Die Bremse, ein Soli für den Mieter

Die Mietpreisbremse ist gekommen, um zu bleiben, befürchtet Kai Wolfram von E&V Investment Consulting. Sie werde sich als genauso zählebig erweisen wie der Solidarzuschlag zum Aufbau Ost.

Quelle: E&V Investment Consulting
Kai Wolfram.

Quelle: E&V Investment Consulting

Ihre Wirkung ist umstritten, dennoch wird die Mietpreisbremse rechtzeitig vor den nächsten Landtagswahlen um fünf Jahre verlängert und selbstredend auch verschärft.

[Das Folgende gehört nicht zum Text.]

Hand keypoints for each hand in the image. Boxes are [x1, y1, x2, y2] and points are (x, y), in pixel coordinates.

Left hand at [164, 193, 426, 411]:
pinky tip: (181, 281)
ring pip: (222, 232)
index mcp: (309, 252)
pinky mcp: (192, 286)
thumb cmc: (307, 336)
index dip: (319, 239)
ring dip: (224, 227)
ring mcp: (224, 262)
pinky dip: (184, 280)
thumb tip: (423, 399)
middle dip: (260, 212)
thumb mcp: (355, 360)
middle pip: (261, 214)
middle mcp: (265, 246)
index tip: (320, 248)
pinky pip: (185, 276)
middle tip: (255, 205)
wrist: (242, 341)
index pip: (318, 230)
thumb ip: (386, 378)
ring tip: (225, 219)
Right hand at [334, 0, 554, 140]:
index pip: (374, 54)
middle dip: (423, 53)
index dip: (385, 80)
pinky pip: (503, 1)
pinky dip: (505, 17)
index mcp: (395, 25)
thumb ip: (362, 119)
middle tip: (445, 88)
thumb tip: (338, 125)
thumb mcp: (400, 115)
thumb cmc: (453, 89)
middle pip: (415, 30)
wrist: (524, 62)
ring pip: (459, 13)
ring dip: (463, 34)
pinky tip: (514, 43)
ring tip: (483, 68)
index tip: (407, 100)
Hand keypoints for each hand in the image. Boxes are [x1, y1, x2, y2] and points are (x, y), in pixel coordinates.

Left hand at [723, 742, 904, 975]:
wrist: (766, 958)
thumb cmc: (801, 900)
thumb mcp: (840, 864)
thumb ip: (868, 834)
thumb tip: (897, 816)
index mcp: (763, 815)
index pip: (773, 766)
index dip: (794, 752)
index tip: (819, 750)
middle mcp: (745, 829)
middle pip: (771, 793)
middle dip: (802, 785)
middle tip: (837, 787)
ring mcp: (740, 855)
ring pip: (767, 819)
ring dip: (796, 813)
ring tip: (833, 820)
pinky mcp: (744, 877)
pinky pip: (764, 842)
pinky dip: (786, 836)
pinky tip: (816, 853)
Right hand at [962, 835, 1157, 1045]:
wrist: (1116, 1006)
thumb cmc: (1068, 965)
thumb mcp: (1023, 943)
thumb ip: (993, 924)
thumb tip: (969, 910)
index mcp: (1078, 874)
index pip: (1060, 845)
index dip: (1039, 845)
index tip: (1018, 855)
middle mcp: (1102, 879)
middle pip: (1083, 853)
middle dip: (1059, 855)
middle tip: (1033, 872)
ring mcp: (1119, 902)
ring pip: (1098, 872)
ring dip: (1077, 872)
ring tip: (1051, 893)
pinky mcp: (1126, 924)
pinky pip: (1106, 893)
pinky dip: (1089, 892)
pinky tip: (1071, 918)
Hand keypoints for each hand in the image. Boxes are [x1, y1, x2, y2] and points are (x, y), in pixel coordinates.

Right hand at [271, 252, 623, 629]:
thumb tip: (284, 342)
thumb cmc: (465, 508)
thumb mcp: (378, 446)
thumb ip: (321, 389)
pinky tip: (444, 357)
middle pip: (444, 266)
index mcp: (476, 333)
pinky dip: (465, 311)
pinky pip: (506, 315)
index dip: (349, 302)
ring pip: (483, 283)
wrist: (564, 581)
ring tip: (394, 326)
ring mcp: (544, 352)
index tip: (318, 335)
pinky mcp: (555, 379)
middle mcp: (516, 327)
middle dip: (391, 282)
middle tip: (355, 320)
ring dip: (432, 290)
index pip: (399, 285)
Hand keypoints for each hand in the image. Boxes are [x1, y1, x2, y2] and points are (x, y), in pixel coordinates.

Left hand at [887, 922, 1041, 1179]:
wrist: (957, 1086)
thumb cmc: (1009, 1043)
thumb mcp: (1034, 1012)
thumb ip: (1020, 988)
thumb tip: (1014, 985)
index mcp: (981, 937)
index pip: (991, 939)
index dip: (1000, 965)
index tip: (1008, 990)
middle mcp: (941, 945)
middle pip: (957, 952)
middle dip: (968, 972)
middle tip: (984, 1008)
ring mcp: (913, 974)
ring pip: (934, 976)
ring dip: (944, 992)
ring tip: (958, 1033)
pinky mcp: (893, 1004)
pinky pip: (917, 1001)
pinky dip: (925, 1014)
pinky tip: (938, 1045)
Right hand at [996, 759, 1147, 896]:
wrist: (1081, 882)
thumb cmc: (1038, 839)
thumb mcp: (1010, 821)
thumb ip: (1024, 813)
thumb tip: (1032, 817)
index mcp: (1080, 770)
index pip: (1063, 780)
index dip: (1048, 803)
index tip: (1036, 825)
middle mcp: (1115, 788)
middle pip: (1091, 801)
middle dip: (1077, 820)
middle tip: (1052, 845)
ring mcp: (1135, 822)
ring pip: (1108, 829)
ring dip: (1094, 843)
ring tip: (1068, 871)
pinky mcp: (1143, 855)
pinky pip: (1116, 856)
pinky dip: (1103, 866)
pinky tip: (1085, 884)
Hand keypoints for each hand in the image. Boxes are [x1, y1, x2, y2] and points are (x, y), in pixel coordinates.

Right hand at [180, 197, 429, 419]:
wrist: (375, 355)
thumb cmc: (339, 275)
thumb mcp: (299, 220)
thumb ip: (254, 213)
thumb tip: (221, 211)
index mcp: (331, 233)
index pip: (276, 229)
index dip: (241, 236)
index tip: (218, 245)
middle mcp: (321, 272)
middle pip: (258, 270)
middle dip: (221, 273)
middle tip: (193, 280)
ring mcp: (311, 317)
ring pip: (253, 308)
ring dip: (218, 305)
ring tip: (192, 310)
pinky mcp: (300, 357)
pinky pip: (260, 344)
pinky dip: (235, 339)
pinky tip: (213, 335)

Investoren und Bestandshalter werden sich darauf einstellen müssen, dass das Instrument auf unbestimmte Zeit erhalten bleibt, jedenfalls solange die von der Linken getriebene SPD im politischen Spektrum eine nennenswerte Rolle spielt und sich gegen den Widerstand des bürgerlichen Lagers keine radikalere Maßnahme durchsetzen lässt. Denn der Wohnungsbedarf in den großen Städten bleibt aufgrund der Trends zu Urbanisierung und Versingelung auf einem hohen Niveau. Und auch bei den Leitzinsen und Anlagemöglichkeiten wird sich den Prognosen nach wenig ändern. Die Mehrzahl der europäischen Volkswirtschaften ist im Übergang von der Industrie- zur Wissens- und Dienstleistungsgesellschaft. Das bedeutet unter anderem, dass der Investitions- und Kapitalbedarf tendenziell rückläufig ist und auch künftig sehr viel Geld in Wohnimmobilien investiert wird. Das Angebot wächst aber kaum. Denn angesichts von Anwohnerprotesten gegen Verdichtungen und der nur schleppenden Erschließung neuer Flächen wird kaum mehr gebaut werden können. Und wo gebaut werden könnte, fehlen die Fachkräfte.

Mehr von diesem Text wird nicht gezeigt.